SCOTTISH Woodlands, the forestry management and timber harvesting business, has carved out a "solid" full-year performance including a 12 per cent rise in turnover to £45.9 million.
Accounts newly filed at Companies House reveal an operating profit of £833,000 in the year to 30 September, slightly below the £950,000 generated a year earlier.
The turnover figure for parent group SWL was also £45.9m, although profits at the
operating level totalled £923,000, down from £981,000.
The Edinburgh-based group, which has about 120 employees and also has offices in England and Wales, said the figures for the year were ahead of its budget projections. It also highlighted the strength of its balance sheet, leaving it "well placed" for the current financial year "and beyond".

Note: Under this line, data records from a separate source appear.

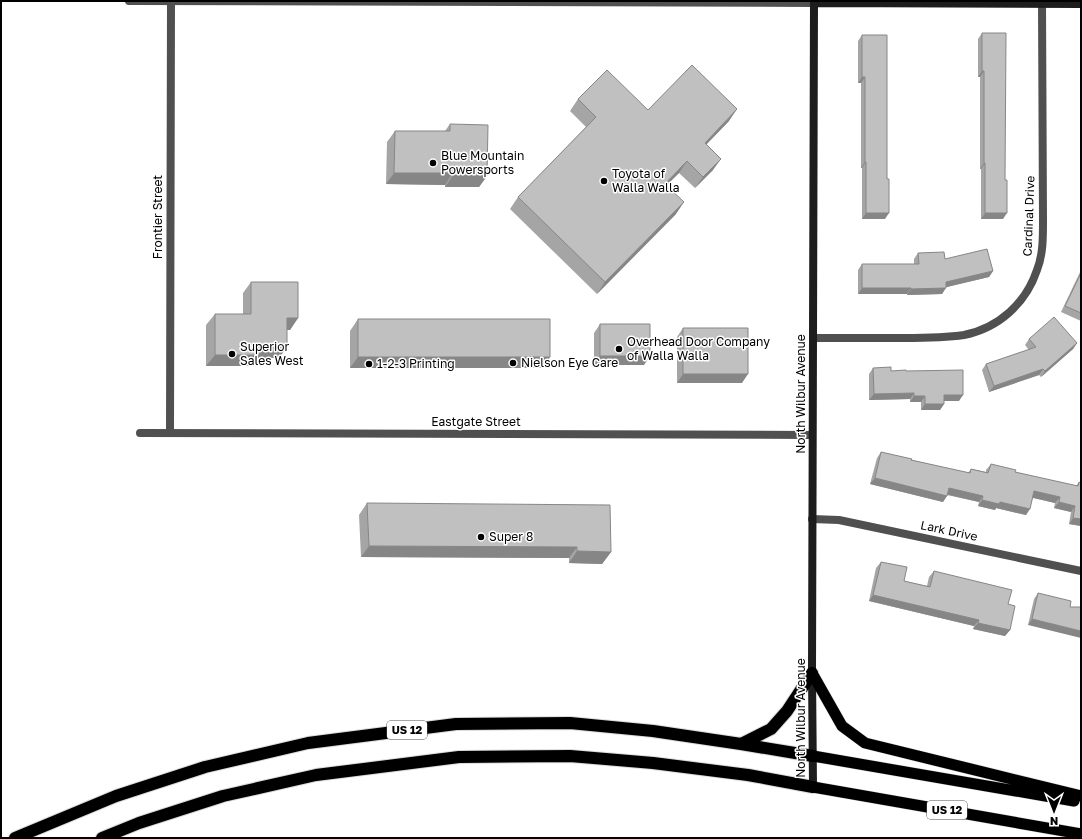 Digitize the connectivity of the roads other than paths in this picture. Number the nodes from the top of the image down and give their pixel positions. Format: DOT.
graph roads {
  1 [pos="129,1"];
  2 [pos="171,1"];
  3 [pos="814,2"];
  4 [pos="1042,4"];
  5 [pos="1081,4"];
  6 [pos="813,338"];
  7 [pos="140,433"];
  8 [pos="170,433"];
  9 [pos="812,435"];
  10 [pos="812,519"];
  11 [pos="1081,571"];
  12 [pos="812,672"];
  13 [pos="741,744"];
  14 [pos="813,756"];
  15 [pos="813,786"];
  16 [pos="1081,796"];
  17 [pos="1081,802"];
  18 [pos="1081,834"];
  19 [pos="15,838"];
  20 [pos="102,838"];
  1 -- 2 [label="street"];
  2 -- 3 [label="street"];
  2 -- 8 [label="street, Frontier Street"];
  3 -- 4 [label="main road"];
  3 -- 6 [label="main road, North Wilbur Avenue"];
  4 -- 5 [label="main road"];
  4 -- 6 [label="street, Cardinal Drive"];
  6 -- 9 [label="main road, North Wilbur Avenue"];
  7 -- 8 [label="street, Eastgate Street"];
  8 -- 9 [label="street, Eastgate Street"];
  9 -- 10 [label="main road, North Wilbur Avenue"];
  10 -- 11 [label="street, Lark Drive"];
  10 -- 12 [label="main road, North Wilbur Avenue"];
  12 -- 13 [label="highway"];
  12 -- 14 [label="main road, North Wilbur Avenue"];
  12 -- 16 [label="highway"];
  13 -- 14 [label="highway, US 12"];
  13 -- 19 [label="highway, US 12"];
  14 -- 15 [label="main road, North Wilbur Avenue"];
  14 -- 17 [label="highway, US 12"];
  15 -- 18 [label="highway, US 12"];
  15 -- 20 [label="highway, US 12"];
}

Finance director and company secretary Geoff Craythorne told The Scotsman: "It has been a solid year for us and we remain optimistic in the face of the credit crunch.

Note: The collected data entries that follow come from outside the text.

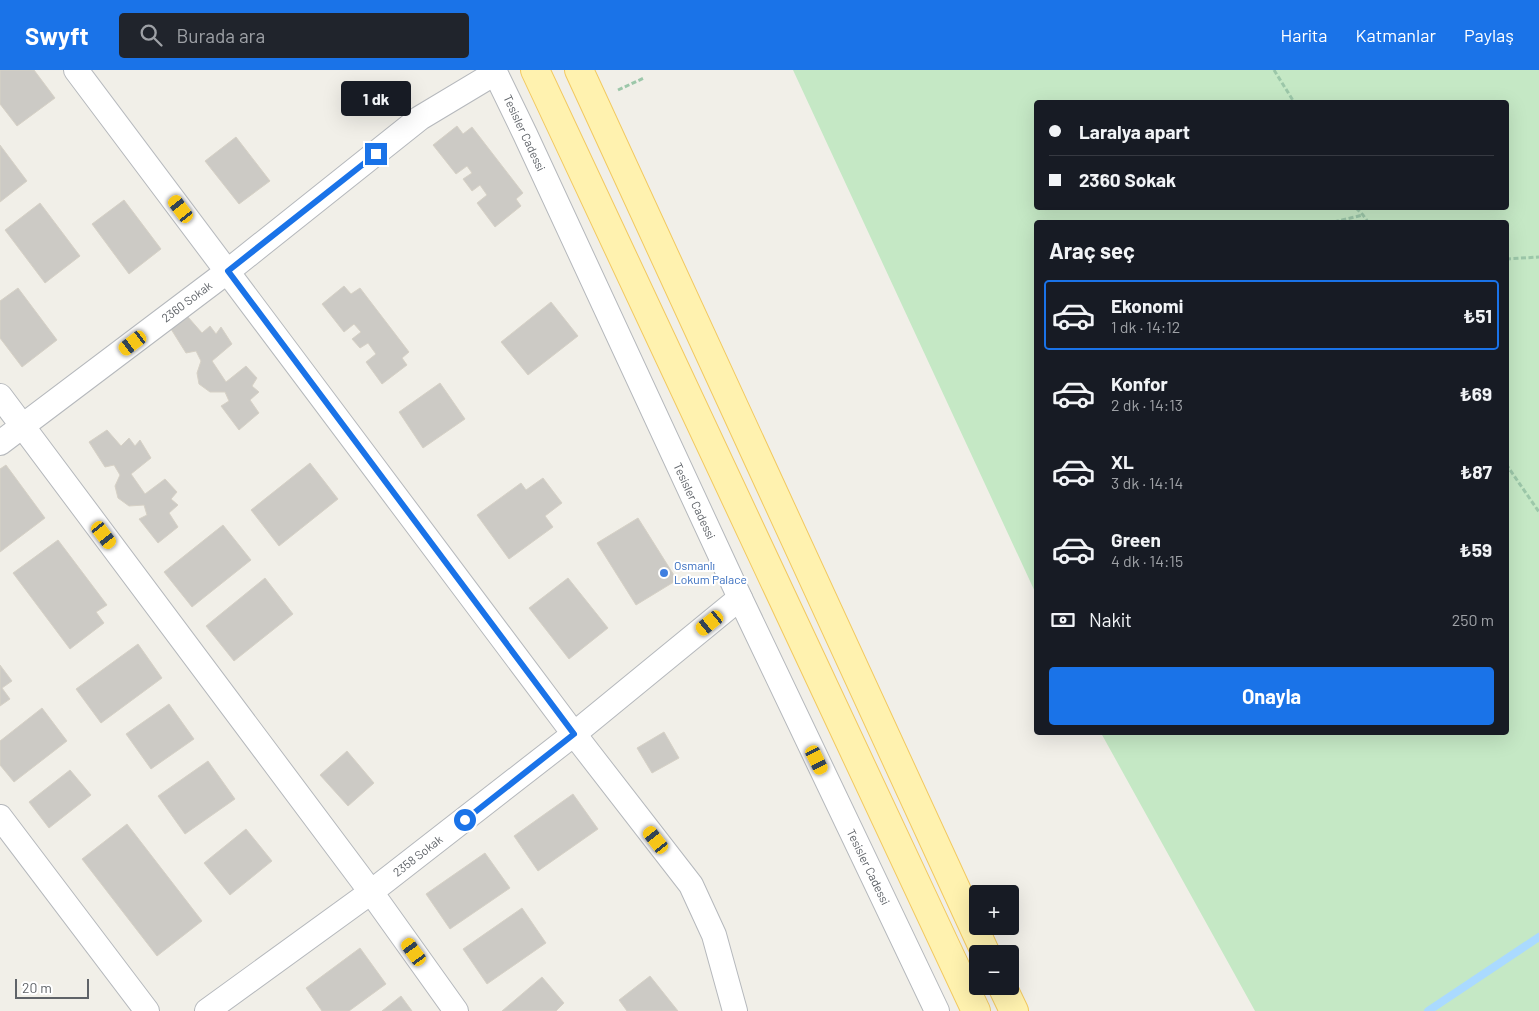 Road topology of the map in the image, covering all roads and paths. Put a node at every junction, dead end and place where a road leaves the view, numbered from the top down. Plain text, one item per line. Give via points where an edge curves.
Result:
1 (76, 70) edge
2 (535, 70) edge
3 (580, 70) edge
4 (1274, 70) edge
5 (495, 71) edge
6 (1293, 100) edge
7 (1358, 210) edge
8 (1363, 214) junction
9 (1341, 220) edge
10 (1367, 220) edge
11 (1539, 257) edge
12 (1509, 259) edge
13 (228, 271) junction
14 (0, 396) edge
15 (22, 426) junction
16 (0, 443) edge
17 (1509, 468) edge
18 (1539, 512) edge
19 (740, 598) junction
20 (574, 734) junction
21 (0, 817) edge
22 (371, 892) junction
23 (982, 945) edge
24 (1006, 995) edge
25 (147, 1011) edge
26 (207, 1011) edge
27 (456, 1011) edge
28 (735, 1011) edge
29 (937, 1011) edge
30 (976, 1011) edge
31 (1014, 1011) edge

1 - 13 street
2 - 30 main road
3 - 23 main road
4 - 6 path
5 - 13 street, 2360 Sokak via 420,118
5 - 19 street, Tesisler Cadessi
7 - 8 path
8 - 9 path
8 - 10 path
11 - 12 path
13 - 15 street, 2360 Sokak
13 - 20 street
14 - 15 street
15 - 16 street, 2360 Sokak
15 - 22 street
17 - 18 path
19 - 20 street, 2358 Sokak
19 - 29 street, Tesisler Cadessi
20 - 22 street, 2358 Sokak
20 - 28 street via 691,885 714,935
21 - 25 street
22 - 26 street, 2358 Sokak
22 - 27 street
24 - 31 main road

"Naturally there is less of an underlying demand for our raw material – wood. But there are a lot of opportunities in new woodland creation, for example. Forestry also has a nice place in the national climate change agenda."
Much of the company's income derives from cutting and selling timber to sawmills – an area likely to have been hit by the housebuilding and construction slowdown.
The firm also provides a range of forestry management services connected with all forms of woodlands, trees and rural property. Collectively, it manages more than 170,000 hectares of woodland valued at more than £500m for some 1,500 clients.
Just days ago, the SNP Scottish Government shelved a controversial leasing scheme to raise £200m for planting new forests.
Ministers were looking to create 10,000 hectares of woodland a year to absorb carbon dioxide and help meet their goal of cutting greenhouse gas emissions by 80 per cent by 2050. However, proposals to lease 25 per cent of the existing publicly owned forest estate in Scotland for 75 years, to raise cash for the vast new areas of woodland, were shelved amid accusations the government was trying to privatise the forests and "sell off the family silver".
Commenting on the development, Craythorne said the ball was still in the SNP's court. "We have to wait and see what is coming next, but I'm sure something will happen," he said.
In the accounts for Scottish Woodlands, the directors said that managing the firm's pension scheme deficit remained "a priority".
The SWL accounts showed the highest-paid director received £107,848 in 2008, up from £106,165 the year before.